Status:✏️ DRAFT

Date:📅 unknown

Domain:📦 Artifact Graph

Design: Artifact Graph

Context

The SDD plugin currently encodes artifact relationships in prose: ADRs reference each other in ## Related and ## More Information sections, specs name their governing ADRs in ## Overview paragraphs, and the chain from decision → spec → requirement → code is reconstructed by humans reading multiple files. 📝 ADR-0020 formalized the code-to-artifact direction via file-level governing comment blocks, but the artifact-to-artifact direction remains unstructured.

This spec realizes 📝 ADR-0023 by making artifact relationships first-class: edges live in YAML frontmatter on the artifacts themselves, a /sdd:graph skill builds and queries the graph, and the JSON output format becomes the stable contract that any future local MCP (graph/RAG over ADRs + specs + code + tests + backlog) would consume rather than re-parsing markdown.

The corpus this serves is small today (22 ADRs and 17 specs in this repo, similar order of magnitude in the user's other SDD-governed projects), which is why a graph-first design beats a vector-search-first design — relationships are explicit and structured, not fuzzy.

Goals / Non-Goals

Goals

• Make artifact-to-artifact relationships parseable so they can be queried and traversed
• Establish a stable, versioned JSON contract that any future MCP, IDE plugin, or dashboard can consume without re-parsing markdown
• Make /sdd:audit and /sdd:check graph-aware over time (they evolve in their own spec updates)
• Provide an assisted backfill path so existing prose-encoded relationships can be migrated without a manual marathon
• Honor 📝 ADR-0015 (markdown-native config) and 📝 ADR-0016 (workspace mode) by living in frontmatter and aggregating across modules

Non-Goals

• A local MCP with embeddings, vector search, GraphRAG, or reranking — that is a future, separately-decided ADR. This spec only ensures the graph is ready to be consumed when that decision is made.
• Requirement-level edges (sub-artifact granularity) — deferred to a future v2 spec or extension to this one
• Persistent graph storage, indexes, or caches — query-time rebuild from current files is sufficient at this corpus size
• Author-side ergonomics for inverse edges — inverses are derived, never authored
• Modifying /sdd:audit or /sdd:check themselves — those are downstream consumers and evolve in updates to SPEC-0001 and SPEC-0016

Decisions

Forward-only edges, derived inverses

Choice: Frontmatter declares only forward edges (governs: on ADRs, implements: on specs); the graph builder derives the reverse direction at build time. There is no governed-by: field or implemented-by: field on artifacts.

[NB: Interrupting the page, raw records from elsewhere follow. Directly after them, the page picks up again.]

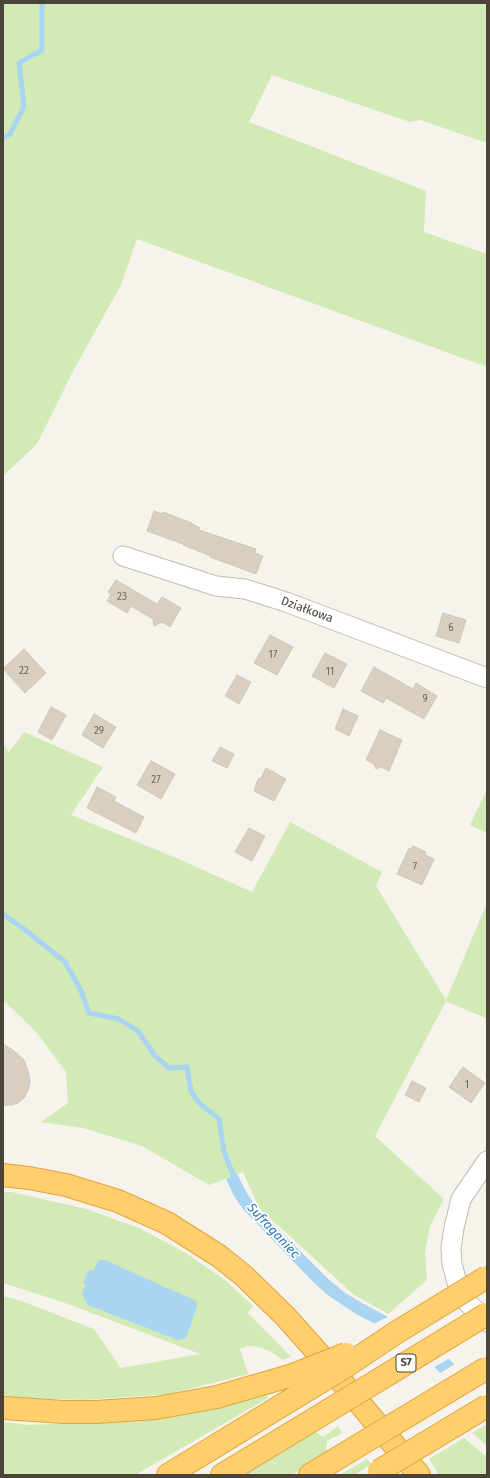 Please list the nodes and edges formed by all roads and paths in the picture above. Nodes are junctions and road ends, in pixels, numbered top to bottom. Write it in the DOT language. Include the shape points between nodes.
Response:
graph roads {
  1 [pos="123,556"];
  2 [pos="487,678"];
  3 [pos="487,1161"];
  4 [pos="3,1175"];
  5 [pos="487,1277"];
  6 [pos="487,1314"];
  7 [pos="487,1322"];
  8 [pos="487,1368"];
  9 [pos="300,1383"];
  10 [pos="487,1406"];
  11 [pos="3,1408"];
  12 [pos="375,1473"];
  13 [pos="168,1475"];
  14 [pos="222,1475"];
  15 [pos="310,1475"];
  16 [pos="420,1475"];
  1 -- 2 [label="street, Działkowa" via="216,586 245,589 286,602"];
  3 -- 7 [label="street" via="461,1199 451,1248 452,1264 465,1300"];
  4 -- 16 [label="highway" via="66,1185 118,1201 167,1223 219,1256 244,1276 286,1317"];
  5 -- 9 [label="highway, bridge" via="340,1370"];
  6 -- 14 [label="highway, S7, bridge"];
  8 -- 15 [label="highway, bridge"];
  9 -- 11 [label="highway" via="156,1408 96,1412"];
  9 -- 13 [label="highway"];
  10 -- 12 [label="highway, bridge"];
}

Rationale: Storing one direction and deriving the other is the standard relational-graph pattern. It eliminates the "which side is canonical when they disagree?" question, halves the authoring burden, and means a relationship change touches exactly one file. The mild downside — reading a spec's frontmatter doesn't directly show what governs it — is mitigated by the spec's ## Overview body still naming governing ADRs in prose, and by /sdd:graph ancestors being a one-line query.

Alternatives considered:

• Both directions, with the graph builder dedup'ing: Doubles authoring overhead, creates a "which is canonical when they disagree?" question, and forces every relationship change to touch two files.
• Backward-only on specs (governed-by: instead of governs:): Backward at decision-write time feels unnatural — when you write an ADR, you know what it governs; you don't yet have the spec saying "I'm governed by this."

Artifact-level granularity in v1

Choice: Edges link whole artifacts (ADR ↔ ADR, ADR ↔ spec, spec ↔ spec). Requirement-level edges (e.g., a single requirement inside a spec declaring it is governed by a specific ADR) are explicitly out of scope for v1.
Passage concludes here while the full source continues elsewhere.